__Activity__
Give back every line of the data exactly. Pictures are not part of the copy.
--- Source data ---
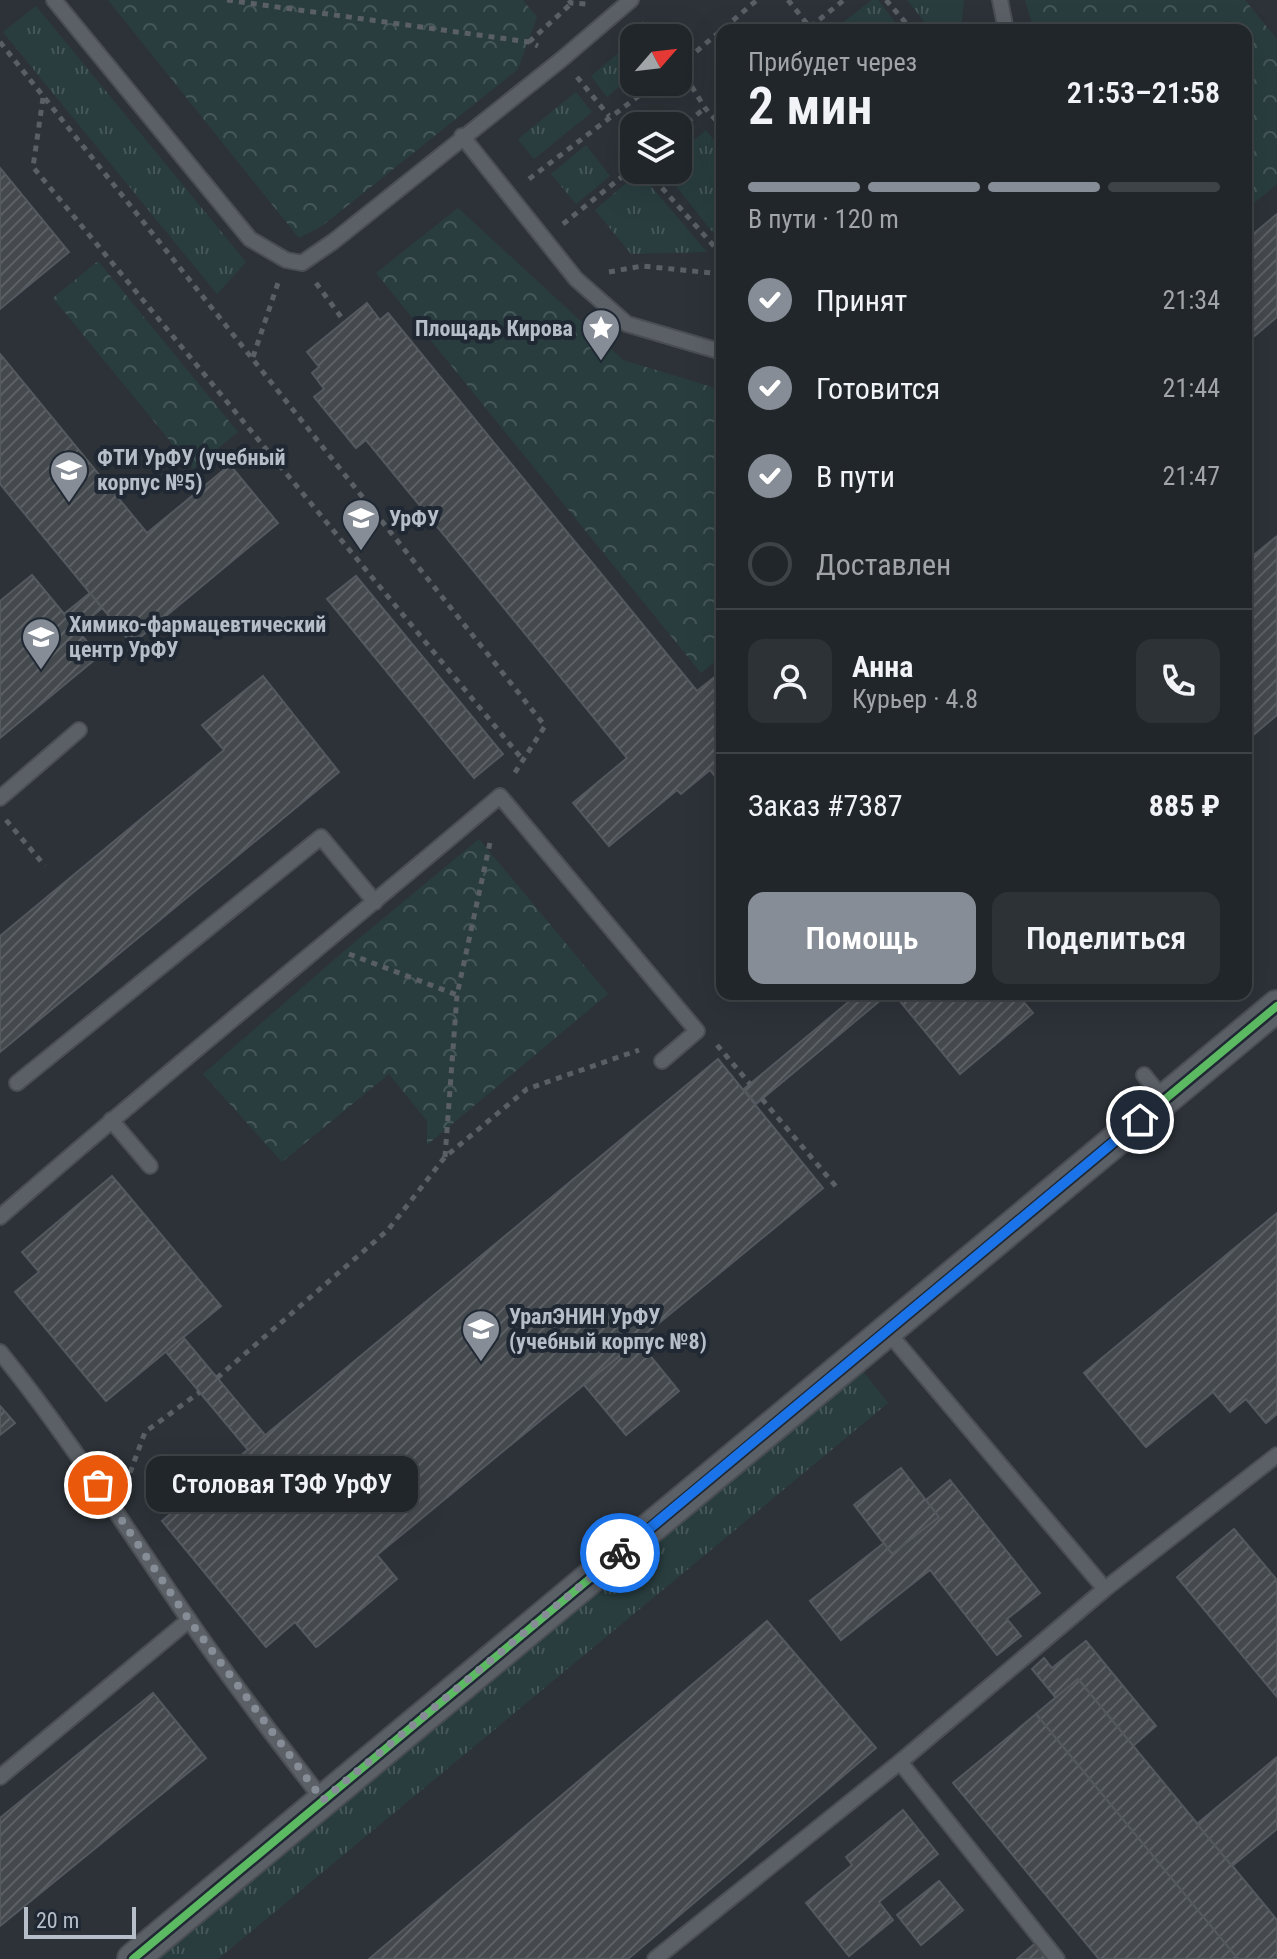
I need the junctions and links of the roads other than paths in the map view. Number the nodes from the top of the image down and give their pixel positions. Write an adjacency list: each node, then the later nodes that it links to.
1 (54, 0): 5 (lane)
2 (631, 0): 5 (lane)
3 (1000, 0): 4 (lane)
4 (1005, 24)
5 (462, 136): 6 (lane)
6 (716, 350)
7 (79, 730): 8 (lane)
8 (0, 798)
9 (375, 902): 11 (lane); 13 (lane); 15 (lane)
10 (1277, 1006): 14 (street)
11 (662, 1061)
12 (1144, 1075): 14 (lane)
13 (17, 1083)
14 (1164, 1100): 18 (street)
15 (111, 1120): 16 (lane); 17 (lane)
16 (150, 1166)
17 (0, 1217)
18 (887, 1331): 21 (lane); 25 (street)
19 (0, 1352): 22 (lane)
20 (1277, 1455): 21 (lane)
21 (1105, 1589): 23 (lane)
22 (189, 1620): 24 (lane); 25 (lane)
23 (900, 1762): 27 (lane); 28 (lane)
24 (0, 1777)
25 (323, 1800): 26 (street)
26 (133, 1959)
27 (655, 1959)
28 (1057, 1959)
---
__Answer area__
I need the junctions and links of the roads other than paths in the map view. Number the nodes from the top of the image down and give their pixel positions. Write an adjacency list: each node, then the later nodes that it links to.
1 (54, 0): 5 (lane)
2 (631, 0): 5 (lane)
3 (1000, 0): 4 (lane)
4 (1005, 24)
5 (462, 136): 6 (lane)
6 (716, 350)
7 (79, 730): 8 (lane)
8 (0, 798)
9 (375, 902): 11 (lane); 13 (lane); 15 (lane)
10 (1277, 1006): 14 (street)
11 (662, 1061)
12 (1144, 1075): 14 (lane)
13 (17, 1083)
14 (1164, 1100): 18 (street)
15 (111, 1120): 16 (lane); 17 (lane)
16 (150, 1166)
17 (0, 1217)
18 (887, 1331): 21 (lane); 25 (street)
19 (0, 1352): 22 (lane)
20 (1277, 1455): 21 (lane)
21 (1105, 1589): 23 (lane)
22 (189, 1620): 24 (lane); 25 (lane)
23 (900, 1762): 27 (lane); 28 (lane)
24 (0, 1777)
25 (323, 1800): 26 (street)
26 (133, 1959)
27 (655, 1959)
28 (1057, 1959)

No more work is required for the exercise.